By The Gazette Editorial Board
It’s high time that “dark money” be dragged into the light.
That’s the idea behind a proposal from the Iowa Ethics and Campaign Disclosure Board. The agency that tracks political spending in Iowa plans to offer up legislation requiring independent groups that pour bucks into state and local races to disclose their donors.
These independent expenditures added up to more than $700,000 during this year’s election cycle. That money was spent on television ads, radio spots, mailings and other election activities in several Statehouse races and in the campaign to unseat a state Supreme Court justice. The expenditures, financed by unlimited individual and corporate contributions, are dubbed “independent” because the groups are prohibited from coordinating with candidates.

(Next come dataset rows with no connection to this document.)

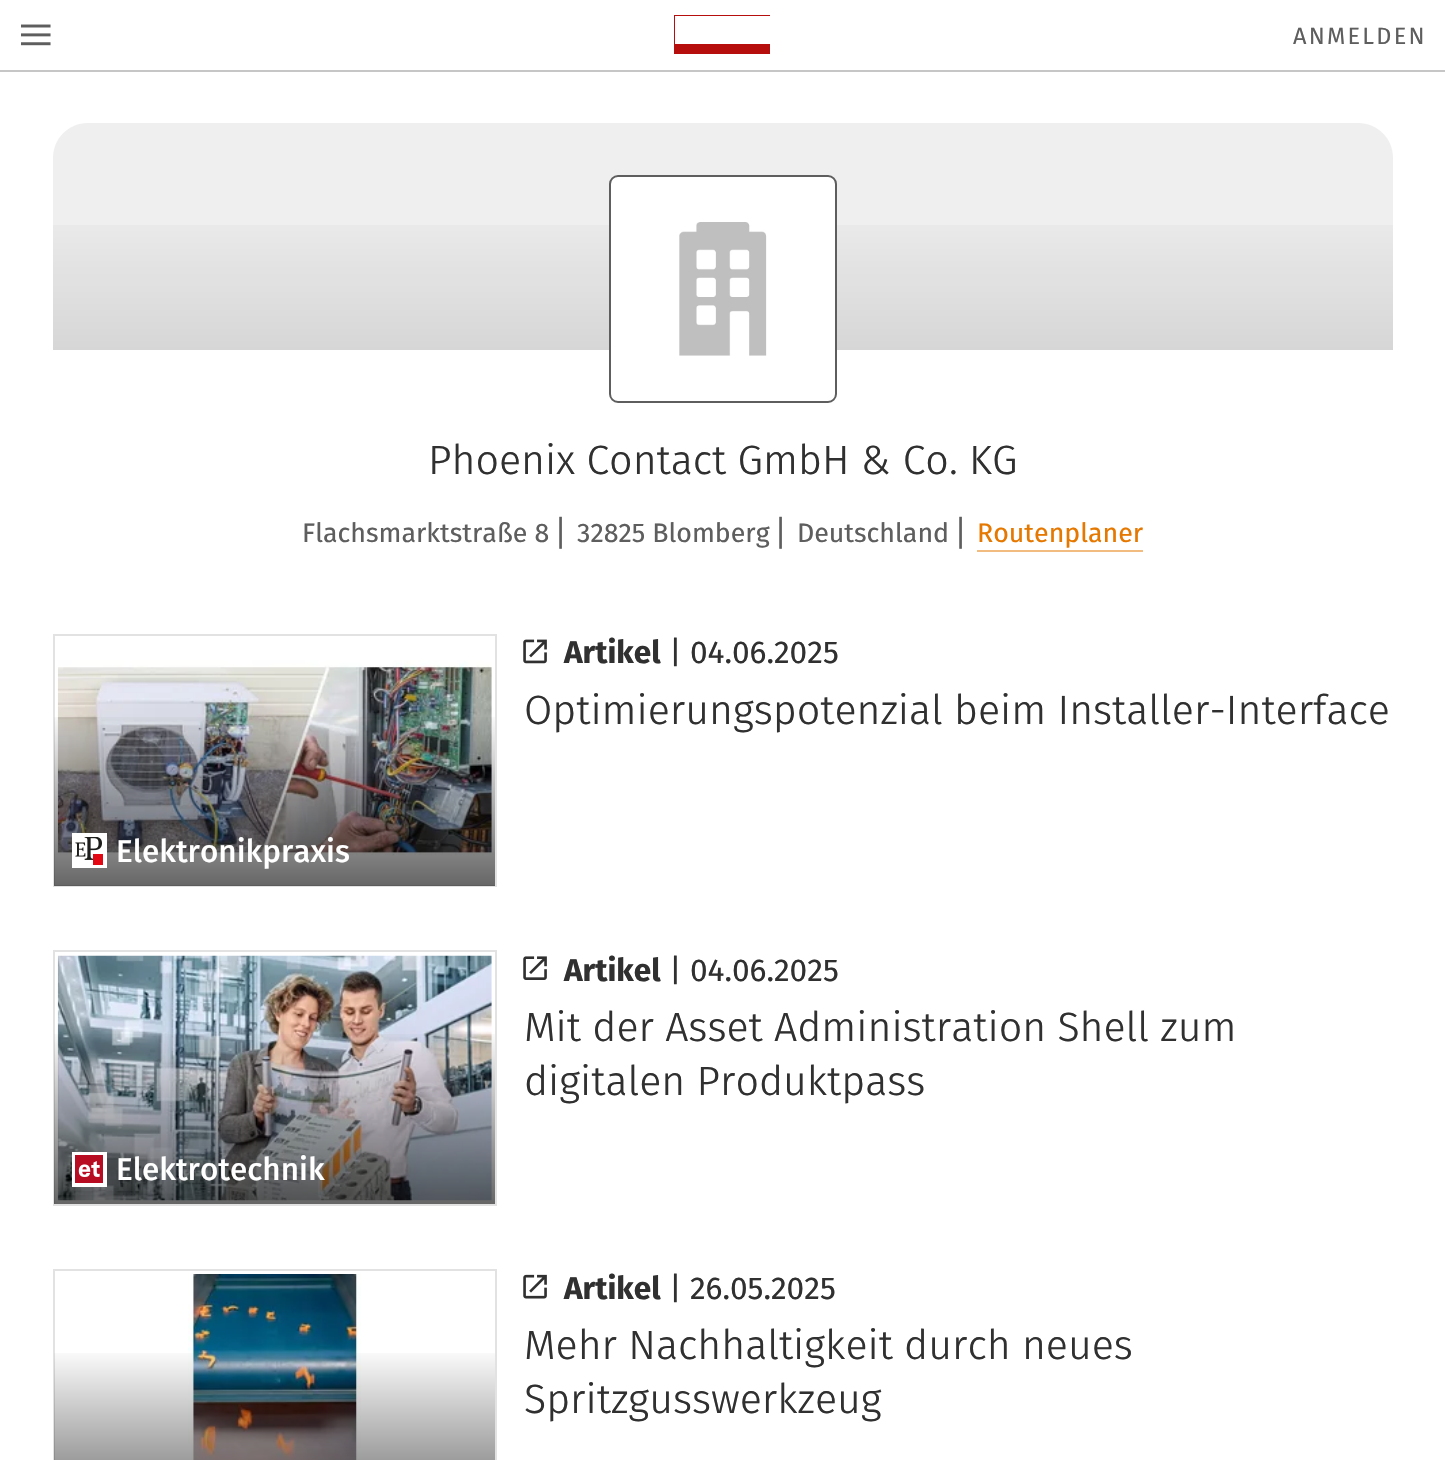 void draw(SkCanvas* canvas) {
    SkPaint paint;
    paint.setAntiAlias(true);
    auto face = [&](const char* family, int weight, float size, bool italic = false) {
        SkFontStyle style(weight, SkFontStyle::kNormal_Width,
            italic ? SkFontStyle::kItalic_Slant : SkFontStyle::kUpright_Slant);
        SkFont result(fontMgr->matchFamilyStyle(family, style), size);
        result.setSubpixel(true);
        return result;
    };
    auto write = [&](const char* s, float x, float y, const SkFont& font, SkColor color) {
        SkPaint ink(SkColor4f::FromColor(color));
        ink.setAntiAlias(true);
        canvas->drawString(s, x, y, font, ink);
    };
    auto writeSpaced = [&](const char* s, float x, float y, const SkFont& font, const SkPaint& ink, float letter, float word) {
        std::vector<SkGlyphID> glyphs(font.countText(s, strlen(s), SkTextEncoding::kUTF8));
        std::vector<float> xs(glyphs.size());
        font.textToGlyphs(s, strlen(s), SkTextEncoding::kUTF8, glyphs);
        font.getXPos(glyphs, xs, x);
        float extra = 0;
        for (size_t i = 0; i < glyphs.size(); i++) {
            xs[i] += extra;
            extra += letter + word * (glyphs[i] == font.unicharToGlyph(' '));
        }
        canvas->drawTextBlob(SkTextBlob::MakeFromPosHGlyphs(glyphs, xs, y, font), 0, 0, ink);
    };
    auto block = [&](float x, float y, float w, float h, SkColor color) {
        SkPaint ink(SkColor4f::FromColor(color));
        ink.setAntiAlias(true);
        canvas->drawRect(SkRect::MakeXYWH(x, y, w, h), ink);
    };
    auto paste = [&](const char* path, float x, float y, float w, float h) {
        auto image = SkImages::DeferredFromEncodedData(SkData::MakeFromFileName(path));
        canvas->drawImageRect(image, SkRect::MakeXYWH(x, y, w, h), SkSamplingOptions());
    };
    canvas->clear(SK_ColorWHITE);
    block(0, 70, 1445, 2, SkColorSetRGB(198, 198, 198));
    paste("pic1.png", 21, 24, 30, 22);
    block(674, 15, 96, 39, SkColorSetRGB(182, 14, 12));
    block(675, 16, 95, 28, SK_ColorWHITE);
    auto kFont1 = face("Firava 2", 400, 23.5f);
    paint.setColor(SkColorSetRGB(94, 94, 94));
    writeSpaced("ANMELDEN", 1293, 44, kFont1, paint, 2.25f, 0);
    paint.setColor(SkColorSetRGB(239, 239, 239));
    canvas->drawPath(SkPathBuilder().moveTo(88, 123).lineTo(1358, 123).cubicTo(1377.5f, 123, 1393, 138.5f, 1393, 158).lineTo(1393, 350).lineTo(53, 350).lineTo(53, 158).cubicTo(53, 138.5f, 68.5f, 123, 88, 123).close().detach(), paint);
    {
        const SkColor colors[] = {SkColorSetARGB(26, 0, 0, 0), SkColorSetARGB(0, 0, 0, 0)};
        const float stops[] = {0, 0.7f};
        const SkPoint ends[] = {{723, 350}, {723, 123}};
        paint.setShader(SkGradientShader::MakeLinear(ends, colors, stops, 2, SkTileMode::kClamp));
        paint.setAlpha(255);
    }
    canvas->drawRect(SkRect::MakeXYWH(53, 225, 1340, 125), paint);
    paint.setShader(nullptr);
    paint.setColor(SK_ColorWHITE);
    canvas->drawRoundRect(SkRect::MakeXYWH(610, 176, 226, 226), 8, 8, paint);
    paint.setStyle(SkPaint::kStroke_Style);
    paint.setStrokeWidth(2);
    paint.setColor(SkColorSetRGB(94, 94, 94));
    canvas->drawRoundRect(SkRect::MakeXYWH(610, 176, 226, 226), 8, 8, paint);
    paste("pic2.png", 679, 222, 88, 134);
    auto kFont2 = face("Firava", 300, 40.95f);
    write("Phoenix Contact GmbH & Co. KG", 428, 474, kFont2, SkColorSetRGB(48, 48, 48));
    auto kFont3 = face("Firava", 400, 26.75f);
    write("Flachsmarktstraße 8", 302, 542, kFont3, SkColorSetRGB(94, 94, 94));
    auto kFont4 = face("DejaVu Sans", 400, 26.75f);
    write("⎢", 557, 542, kFont4, SkColorSetRGB(94, 94, 94));
    write("32825 Blomberg", 577, 542, kFont3, SkColorSetRGB(94, 94, 94));
    write("⎢", 777, 542, kFont4, SkColorSetRGB(94, 94, 94));
    write("Deutschland", 797, 542, kFont3, SkColorSetRGB(94, 94, 94));
    write("⎢", 957, 542, kFont4, SkColorSetRGB(94, 94, 94));
    write("Routenplaner", 977, 542, kFont3, SkColorSetRGB(229, 120, 0));
    block(977, 550, 166, 2, SkColorSetRGB(242, 188, 128));
    paste("pic3.png", 523, 639, 24, 25);
    auto kFont5 = face("Firava", 700, 31.5f);
    write("Artikel", 564, 663, kFont5, SkColorSetRGB(48, 48, 48));
    auto kFont6 = face("Firava", 400, 31.5f);
    write("| 04.06.2025", 669, 663, kFont6, SkColorSetRGB(48, 48, 48));
    write("Optimierungspotenzial beim Installer-Interface", 524, 724, kFont2, SkColorSetRGB(48, 48, 48));
    paint.setColor(SkColorSetRGB(226, 226, 226));
    canvas->drawRect(SkRect::MakeXYWH(54, 635, 442, 251), paint);
    paste("pic4.png", 57, 660, 435, 196);
    paint.setStyle(SkPaint::kFill_Style);
    {
        const SkColor colors[] = {SkColorSetARGB(153, 0, 0, 0), SkColorSetARGB(0, 0, 0, 0)};
        const float stops[] = {0, 0.7f};
        const SkPoint ends[] = {{275, 886}, {275, 635}};
        paint.setShader(SkGradientShader::MakeLinear(ends, colors, stops, 2, SkTileMode::kClamp));
        paint.setAlpha(255);
    }
    canvas->drawRect(SkRect::MakeXYWH(54, 717, 441, 169), paint);
    block(72, 833, 35, 35, SK_ColorWHITE);
    paste("pic5.png", 75, 837, 28, 28);
    auto kFont7 = face("Firava", 500, 31.5f);
    write("Elektronikpraxis", 116, 862, kFont7, SK_ColorWHITE);
    paste("pic6.png", 523, 956, 24, 24);
    write("Artikel", 564, 981, kFont5, SkColorSetRGB(48, 48, 48));
    write("| 04.06.2025", 669, 981, kFont6, SkColorSetRGB(48, 48, 48));
    write("Mit der Asset Administration Shell zum", 524, 1041, kFont2, SkColorSetRGB(48, 48, 48));
    write("digitalen Produktpass", 524, 1095, kFont2, SkColorSetRGB(48, 48, 48));
    paint.setStyle(SkPaint::kStroke_Style);
    paint.setShader(nullptr);
    paint.setColor(SkColorSetRGB(226, 226, 226));
    canvas->drawRect(SkRect::MakeXYWH(54, 951, 442, 254), paint);
    paste("pic7.png", 57, 955, 435, 246);
    paint.setStyle(SkPaint::kFill_Style);
    {
        const SkColor colors[] = {SkColorSetARGB(153, 0, 0, 0), SkColorSetARGB(0, 0, 0, 0)};
        const float stops[] = {0, 0.7f};
        const SkPoint ends[] = {{275, 1204}, {275, 952}};
        paint.setShader(SkGradientShader::MakeLinear(ends, colors, stops, 2, SkTileMode::kClamp));
        paint.setAlpha(255);
    }
    canvas->drawRect(SkRect::MakeXYWH(54, 1034, 441, 170), paint);
    block(72, 1152, 35, 35, SK_ColorWHITE);
    paste("pic8.png", 75, 1155, 28, 28);
    write("Elektrotechnik", 116, 1180, kFont7, SK_ColorWHITE);
    paint.setStyle(SkPaint::kStroke_Style);
    paint.setShader(nullptr);
    paint.setColor(SkColorSetRGB(226, 226, 226));
    canvas->drawRect(SkRect::MakeXYWH(54, 1270, 442, 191), paint);
    paste("pic9.png", 188, 1274, 173, 186);
    paint.setStyle(SkPaint::kFill_Style);
    {
        const SkColor colors[] = {SkColorSetARGB(153, 0, 0, 0), SkColorSetARGB(0, 0, 0, 0)};
        const float stops[] = {0, 0.7f};
        const SkPoint ends[] = {{275, 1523}, {275, 1271}};
        paint.setShader(SkGradientShader::MakeLinear(ends, colors, stops, 2, SkTileMode::kClamp));
        paint.setAlpha(255);
    }
    canvas->drawRect(SkRect::MakeXYWH(54, 1353, 441, 107), paint);
    paste("pic10.png", 523, 1274, 24, 25);
    write("Artikel", 564, 1299, kFont5, SkColorSetRGB(48, 48, 48));
    write("| 26.05.2025", 669, 1299, kFont6, SkColorSetRGB(48, 48, 48));
    write("Mehr Nachhaltigkeit durch neues", 524, 1359, kFont2, SkColorSetRGB(48, 48, 48));
    write("Spritzgusswerkzeug", 524, 1413, kFont2, SkColorSetRGB(48, 48, 48));
}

Large chunks of the dollars spent in Iowa were contributed by so-called “social welfare” groups that are not required to disclose their donors under IRS rules, hence the label “dark money.”
Under legislation being proposed by Iowa regulators, anyone who contributes more than $25 toward independent expenditures in Iowa would be required to disclose their name and address — thus, shine some light on dark money.

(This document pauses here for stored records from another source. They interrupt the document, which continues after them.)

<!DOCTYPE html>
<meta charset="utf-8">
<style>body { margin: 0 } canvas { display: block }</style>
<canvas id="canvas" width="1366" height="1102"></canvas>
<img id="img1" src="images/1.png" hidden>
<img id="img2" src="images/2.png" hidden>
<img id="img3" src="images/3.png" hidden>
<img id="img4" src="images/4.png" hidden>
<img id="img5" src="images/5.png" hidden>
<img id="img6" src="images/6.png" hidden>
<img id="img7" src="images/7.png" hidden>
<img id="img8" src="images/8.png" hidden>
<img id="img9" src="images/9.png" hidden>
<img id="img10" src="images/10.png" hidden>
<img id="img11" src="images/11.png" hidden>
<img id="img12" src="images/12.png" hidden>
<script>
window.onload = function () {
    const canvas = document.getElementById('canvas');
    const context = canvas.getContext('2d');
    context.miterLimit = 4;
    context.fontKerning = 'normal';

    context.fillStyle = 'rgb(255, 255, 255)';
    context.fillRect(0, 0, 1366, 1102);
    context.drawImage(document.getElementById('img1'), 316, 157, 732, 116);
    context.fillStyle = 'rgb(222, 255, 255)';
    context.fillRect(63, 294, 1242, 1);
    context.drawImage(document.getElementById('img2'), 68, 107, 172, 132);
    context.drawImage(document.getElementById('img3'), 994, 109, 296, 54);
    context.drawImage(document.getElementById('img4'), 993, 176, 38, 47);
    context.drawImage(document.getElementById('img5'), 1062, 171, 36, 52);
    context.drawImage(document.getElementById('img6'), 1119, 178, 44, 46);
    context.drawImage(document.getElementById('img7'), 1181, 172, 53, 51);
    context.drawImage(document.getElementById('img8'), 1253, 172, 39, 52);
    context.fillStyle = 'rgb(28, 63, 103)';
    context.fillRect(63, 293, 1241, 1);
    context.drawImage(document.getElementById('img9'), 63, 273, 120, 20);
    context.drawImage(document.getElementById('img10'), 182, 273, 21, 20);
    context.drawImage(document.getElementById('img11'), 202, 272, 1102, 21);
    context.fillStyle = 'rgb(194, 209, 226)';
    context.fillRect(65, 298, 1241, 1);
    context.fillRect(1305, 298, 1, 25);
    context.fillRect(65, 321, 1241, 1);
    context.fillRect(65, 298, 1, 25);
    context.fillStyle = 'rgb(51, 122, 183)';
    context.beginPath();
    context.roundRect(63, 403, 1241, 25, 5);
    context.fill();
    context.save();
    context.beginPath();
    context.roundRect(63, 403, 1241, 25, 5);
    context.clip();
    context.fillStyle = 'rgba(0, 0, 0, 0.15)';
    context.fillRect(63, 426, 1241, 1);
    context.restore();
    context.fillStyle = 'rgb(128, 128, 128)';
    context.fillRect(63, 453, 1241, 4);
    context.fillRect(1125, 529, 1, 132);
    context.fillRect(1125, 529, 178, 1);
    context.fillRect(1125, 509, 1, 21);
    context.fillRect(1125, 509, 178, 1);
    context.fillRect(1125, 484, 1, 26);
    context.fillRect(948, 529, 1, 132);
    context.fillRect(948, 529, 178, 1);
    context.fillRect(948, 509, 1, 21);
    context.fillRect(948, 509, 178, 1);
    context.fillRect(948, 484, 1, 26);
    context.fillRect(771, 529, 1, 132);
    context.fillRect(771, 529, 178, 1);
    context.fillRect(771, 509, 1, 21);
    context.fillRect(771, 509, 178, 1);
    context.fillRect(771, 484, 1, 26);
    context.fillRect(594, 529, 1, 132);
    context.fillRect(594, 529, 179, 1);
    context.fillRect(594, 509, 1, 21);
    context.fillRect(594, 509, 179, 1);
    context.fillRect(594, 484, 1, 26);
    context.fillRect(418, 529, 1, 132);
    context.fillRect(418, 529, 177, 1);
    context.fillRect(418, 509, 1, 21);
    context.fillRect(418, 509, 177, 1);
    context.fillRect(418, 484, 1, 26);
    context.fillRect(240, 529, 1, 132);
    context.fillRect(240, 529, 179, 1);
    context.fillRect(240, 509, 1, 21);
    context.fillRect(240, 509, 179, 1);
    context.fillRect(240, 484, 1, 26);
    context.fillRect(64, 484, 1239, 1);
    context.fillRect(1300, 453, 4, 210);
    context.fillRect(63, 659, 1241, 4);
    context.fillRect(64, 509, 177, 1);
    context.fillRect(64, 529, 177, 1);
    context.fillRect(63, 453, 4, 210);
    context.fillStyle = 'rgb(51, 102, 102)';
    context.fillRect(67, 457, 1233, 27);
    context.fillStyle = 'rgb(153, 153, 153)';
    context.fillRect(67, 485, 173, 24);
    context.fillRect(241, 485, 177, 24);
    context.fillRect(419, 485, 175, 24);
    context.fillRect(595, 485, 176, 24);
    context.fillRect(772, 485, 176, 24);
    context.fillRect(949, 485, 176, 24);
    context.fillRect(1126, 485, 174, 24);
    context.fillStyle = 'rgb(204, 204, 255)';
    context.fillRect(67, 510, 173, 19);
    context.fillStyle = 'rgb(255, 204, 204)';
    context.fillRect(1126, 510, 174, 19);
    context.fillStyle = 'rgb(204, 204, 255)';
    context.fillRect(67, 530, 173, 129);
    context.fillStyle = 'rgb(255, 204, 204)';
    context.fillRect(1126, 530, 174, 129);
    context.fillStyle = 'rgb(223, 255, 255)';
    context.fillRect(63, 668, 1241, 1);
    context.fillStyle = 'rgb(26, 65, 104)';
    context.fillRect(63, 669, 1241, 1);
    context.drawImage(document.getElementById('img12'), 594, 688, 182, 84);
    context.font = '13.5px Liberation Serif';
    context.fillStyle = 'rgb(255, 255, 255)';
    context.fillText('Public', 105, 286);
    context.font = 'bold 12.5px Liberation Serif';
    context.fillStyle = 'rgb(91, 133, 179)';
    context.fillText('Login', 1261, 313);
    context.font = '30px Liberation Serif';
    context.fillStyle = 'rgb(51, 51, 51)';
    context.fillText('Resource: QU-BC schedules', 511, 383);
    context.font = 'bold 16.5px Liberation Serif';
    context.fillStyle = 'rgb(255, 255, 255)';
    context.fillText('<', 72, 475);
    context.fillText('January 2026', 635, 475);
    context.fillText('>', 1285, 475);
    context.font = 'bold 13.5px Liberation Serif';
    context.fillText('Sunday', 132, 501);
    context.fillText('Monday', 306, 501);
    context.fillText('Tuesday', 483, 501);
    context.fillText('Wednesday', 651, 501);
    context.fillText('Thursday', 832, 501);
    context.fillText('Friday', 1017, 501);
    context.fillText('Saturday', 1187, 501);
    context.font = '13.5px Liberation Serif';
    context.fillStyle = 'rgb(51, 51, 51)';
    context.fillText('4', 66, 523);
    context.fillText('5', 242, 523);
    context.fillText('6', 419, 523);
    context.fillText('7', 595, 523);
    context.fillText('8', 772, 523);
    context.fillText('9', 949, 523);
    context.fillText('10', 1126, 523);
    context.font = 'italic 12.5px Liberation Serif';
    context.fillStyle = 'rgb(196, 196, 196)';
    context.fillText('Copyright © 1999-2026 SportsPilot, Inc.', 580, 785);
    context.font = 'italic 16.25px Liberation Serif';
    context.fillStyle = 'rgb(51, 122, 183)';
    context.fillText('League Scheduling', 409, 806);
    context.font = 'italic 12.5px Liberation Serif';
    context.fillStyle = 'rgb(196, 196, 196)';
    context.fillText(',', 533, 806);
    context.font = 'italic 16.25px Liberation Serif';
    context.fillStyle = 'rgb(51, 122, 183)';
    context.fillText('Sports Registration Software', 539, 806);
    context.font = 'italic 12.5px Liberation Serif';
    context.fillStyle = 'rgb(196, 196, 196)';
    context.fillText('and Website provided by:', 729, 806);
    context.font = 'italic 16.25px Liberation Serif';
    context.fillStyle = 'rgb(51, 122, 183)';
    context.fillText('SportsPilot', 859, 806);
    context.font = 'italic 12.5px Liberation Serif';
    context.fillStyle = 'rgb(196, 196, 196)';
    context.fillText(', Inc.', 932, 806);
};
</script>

What would be even better is if the IRS would acknowledge, at long last, that its rules shielding social welfare organizations from disclosure are being misused as a convenient cover for groups focused entirely on politics. ProPublica reports that Karl Rove’s Crossroads GPS, one such “social welfare” group, spent $64.7 million between June 2010 and December 2011 on political activity, while claiming to use $1.4 million for “research” in order to obey the letter of IRS law.
Iowans deserve to know who is seeking to influence, from the shadows, the course of politics and public policy in their state and their nation. Our leaders must turn on the lights.